BEGIN Data to use

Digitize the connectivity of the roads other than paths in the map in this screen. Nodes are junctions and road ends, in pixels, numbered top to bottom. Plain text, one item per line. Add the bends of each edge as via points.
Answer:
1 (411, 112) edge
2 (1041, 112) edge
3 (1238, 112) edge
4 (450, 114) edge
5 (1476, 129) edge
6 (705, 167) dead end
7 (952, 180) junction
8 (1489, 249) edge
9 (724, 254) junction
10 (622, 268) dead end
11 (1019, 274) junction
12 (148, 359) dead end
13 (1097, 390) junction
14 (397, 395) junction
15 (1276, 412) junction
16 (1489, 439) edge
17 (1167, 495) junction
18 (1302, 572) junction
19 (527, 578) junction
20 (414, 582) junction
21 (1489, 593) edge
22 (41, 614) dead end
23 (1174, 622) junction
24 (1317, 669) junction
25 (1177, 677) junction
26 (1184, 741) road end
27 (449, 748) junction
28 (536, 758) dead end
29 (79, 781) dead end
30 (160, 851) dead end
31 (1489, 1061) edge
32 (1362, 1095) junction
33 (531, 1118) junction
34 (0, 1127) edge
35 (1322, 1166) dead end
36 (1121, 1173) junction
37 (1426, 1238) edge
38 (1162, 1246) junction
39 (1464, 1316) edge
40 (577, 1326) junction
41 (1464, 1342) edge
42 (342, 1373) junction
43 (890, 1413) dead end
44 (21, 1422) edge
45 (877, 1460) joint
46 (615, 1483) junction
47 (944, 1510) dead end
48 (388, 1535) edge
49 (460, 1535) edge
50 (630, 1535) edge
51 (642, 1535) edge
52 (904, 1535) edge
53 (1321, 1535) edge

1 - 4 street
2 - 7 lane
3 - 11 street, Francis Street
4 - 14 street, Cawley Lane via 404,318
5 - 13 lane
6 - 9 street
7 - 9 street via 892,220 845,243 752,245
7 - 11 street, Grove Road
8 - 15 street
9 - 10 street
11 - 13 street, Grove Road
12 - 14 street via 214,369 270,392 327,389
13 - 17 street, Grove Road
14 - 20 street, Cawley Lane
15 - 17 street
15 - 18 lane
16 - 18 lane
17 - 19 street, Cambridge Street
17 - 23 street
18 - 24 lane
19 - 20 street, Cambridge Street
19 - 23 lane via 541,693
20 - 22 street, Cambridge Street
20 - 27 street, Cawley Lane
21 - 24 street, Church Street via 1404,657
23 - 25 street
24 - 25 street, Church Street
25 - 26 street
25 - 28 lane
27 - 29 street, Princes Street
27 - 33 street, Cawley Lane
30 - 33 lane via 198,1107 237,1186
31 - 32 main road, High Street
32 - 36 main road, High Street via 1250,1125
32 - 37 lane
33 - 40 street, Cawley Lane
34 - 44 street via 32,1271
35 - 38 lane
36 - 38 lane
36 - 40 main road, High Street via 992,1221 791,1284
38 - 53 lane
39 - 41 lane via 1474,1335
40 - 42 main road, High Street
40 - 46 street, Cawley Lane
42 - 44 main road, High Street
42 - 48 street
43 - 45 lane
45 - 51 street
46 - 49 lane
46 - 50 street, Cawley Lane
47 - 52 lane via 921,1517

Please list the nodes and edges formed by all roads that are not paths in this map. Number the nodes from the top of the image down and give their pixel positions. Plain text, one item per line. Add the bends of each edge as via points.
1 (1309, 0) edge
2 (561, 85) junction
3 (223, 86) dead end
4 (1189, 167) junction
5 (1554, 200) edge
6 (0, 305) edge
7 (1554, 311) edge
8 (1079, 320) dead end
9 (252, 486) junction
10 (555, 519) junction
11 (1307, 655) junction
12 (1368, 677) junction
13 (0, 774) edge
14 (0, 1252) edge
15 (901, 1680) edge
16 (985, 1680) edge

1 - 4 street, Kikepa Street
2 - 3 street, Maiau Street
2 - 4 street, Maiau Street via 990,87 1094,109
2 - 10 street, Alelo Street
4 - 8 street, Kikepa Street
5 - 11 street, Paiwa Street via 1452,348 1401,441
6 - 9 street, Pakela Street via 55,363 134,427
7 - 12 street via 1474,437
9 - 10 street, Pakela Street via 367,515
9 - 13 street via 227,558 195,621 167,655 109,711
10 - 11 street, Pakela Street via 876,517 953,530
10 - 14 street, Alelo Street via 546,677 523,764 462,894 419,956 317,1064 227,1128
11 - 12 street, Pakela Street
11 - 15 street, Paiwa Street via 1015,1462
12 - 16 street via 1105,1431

END Data to use

Copy the data word for word.

Digitize the connectivity of the roads other than paths in the map in this screen. Nodes are junctions and road ends, in pixels, numbered top to bottom. Plain text, one item per line. Add the bends of each edge as via points.
Answer:
1 (411, 112) edge
2 (1041, 112) edge
3 (1238, 112) edge
4 (450, 114) edge
5 (1476, 129) edge
6 (705, 167) dead end
7 (952, 180) junction
8 (1489, 249) edge
9 (724, 254) junction
10 (622, 268) dead end
11 (1019, 274) junction
12 (148, 359) dead end
13 (1097, 390) junction
14 (397, 395) junction
15 (1276, 412) junction
16 (1489, 439) edge
17 (1167, 495) junction
18 (1302, 572) junction
19 (527, 578) junction
20 (414, 582) junction
21 (1489, 593) edge
22 (41, 614) dead end
23 (1174, 622) junction
24 (1317, 669) junction
25 (1177, 677) junction
26 (1184, 741) road end
27 (449, 748) junction
28 (536, 758) dead end
29 (79, 781) dead end
30 (160, 851) dead end
31 (1489, 1061) edge
32 (1362, 1095) junction
33 (531, 1118) junction
34 (0, 1127) edge
35 (1322, 1166) dead end
36 (1121, 1173) junction
37 (1426, 1238) edge
38 (1162, 1246) junction
39 (1464, 1316) edge
40 (577, 1326) junction
41 (1464, 1342) edge
42 (342, 1373) junction
43 (890, 1413) dead end
44 (21, 1422) edge
45 (877, 1460) joint
46 (615, 1483) junction
47 (944, 1510) dead end
48 (388, 1535) edge
49 (460, 1535) edge
50 (630, 1535) edge
51 (642, 1535) edge
52 (904, 1535) edge
53 (1321, 1535) edge

1 - 4 street
2 - 7 lane
3 - 11 street, Francis Street
4 - 14 street, Cawley Lane via 404,318
5 - 13 lane
6 - 9 street
7 - 9 street via 892,220 845,243 752,245
7 - 11 street, Grove Road
8 - 15 street
9 - 10 street
11 - 13 street, Grove Road
12 - 14 street via 214,369 270,392 327,389
13 - 17 street, Grove Road
14 - 20 street, Cawley Lane
15 - 17 street
15 - 18 lane
16 - 18 lane
17 - 19 street, Cambridge Street
17 - 23 street
18 - 24 lane
19 - 20 street, Cambridge Street
19 - 23 lane via 541,693
20 - 22 street, Cambridge Street
20 - 27 street, Cawley Lane
21 - 24 street, Church Street via 1404,657
23 - 25 street
24 - 25 street, Church Street
25 - 26 street
25 - 28 lane
27 - 29 street, Princes Street
27 - 33 street, Cawley Lane
30 - 33 lane via 198,1107 237,1186
31 - 32 main road, High Street
32 - 36 main road, High Street via 1250,1125
32 - 37 lane
33 - 40 street, Cawley Lane
34 - 44 street via 32,1271
35 - 38 lane
36 - 38 lane
36 - 40 main road, High Street via 992,1221 791,1284
38 - 53 lane
39 - 41 lane via 1474,1335
40 - 42 main road, High Street
40 - 46 street, Cawley Lane
42 - 44 main road, High Street
42 - 48 street
43 - 45 lane
45 - 51 street
46 - 49 lane
46 - 50 street, Cawley Lane
47 - 52 lane via 921,1517

Please list the nodes and edges formed by all roads that are not paths in this map. Number the nodes from the top of the image down and give their pixel positions. Plain text, one item per line. Add the bends of each edge as via points.
1 (1309, 0) edge
2 (561, 85) junction
3 (223, 86) dead end
4 (1189, 167) junction
5 (1554, 200) edge
6 (0, 305) edge
7 (1554, 311) edge
8 (1079, 320) dead end
9 (252, 486) junction
10 (555, 519) junction
11 (1307, 655) junction
12 (1368, 677) junction
13 (0, 774) edge
14 (0, 1252) edge
15 (901, 1680) edge
16 (985, 1680) edge

1 - 4 street, Kikepa Street
2 - 3 street, Maiau Street
2 - 4 street, Maiau Street via 990,87 1094,109
2 - 10 street, Alelo Street
4 - 8 street, Kikepa Street
5 - 11 street, Paiwa Street via 1452,348 1401,441
6 - 9 street, Pakela Street via 55,363 134,427
7 - 12 street via 1474,437
9 - 10 street, Pakela Street via 367,515
9 - 13 street via 227,558 195,621 167,655 109,711
10 - 11 street, Pakela Street via 876,517 953,530
10 - 14 street, Alelo Street via 546,677 523,764 462,894 419,956 317,1064 227,1128
11 - 12 street, Pakela Street
11 - 15 street, Paiwa Street via 1015,1462
12 - 16 street via 1105,1431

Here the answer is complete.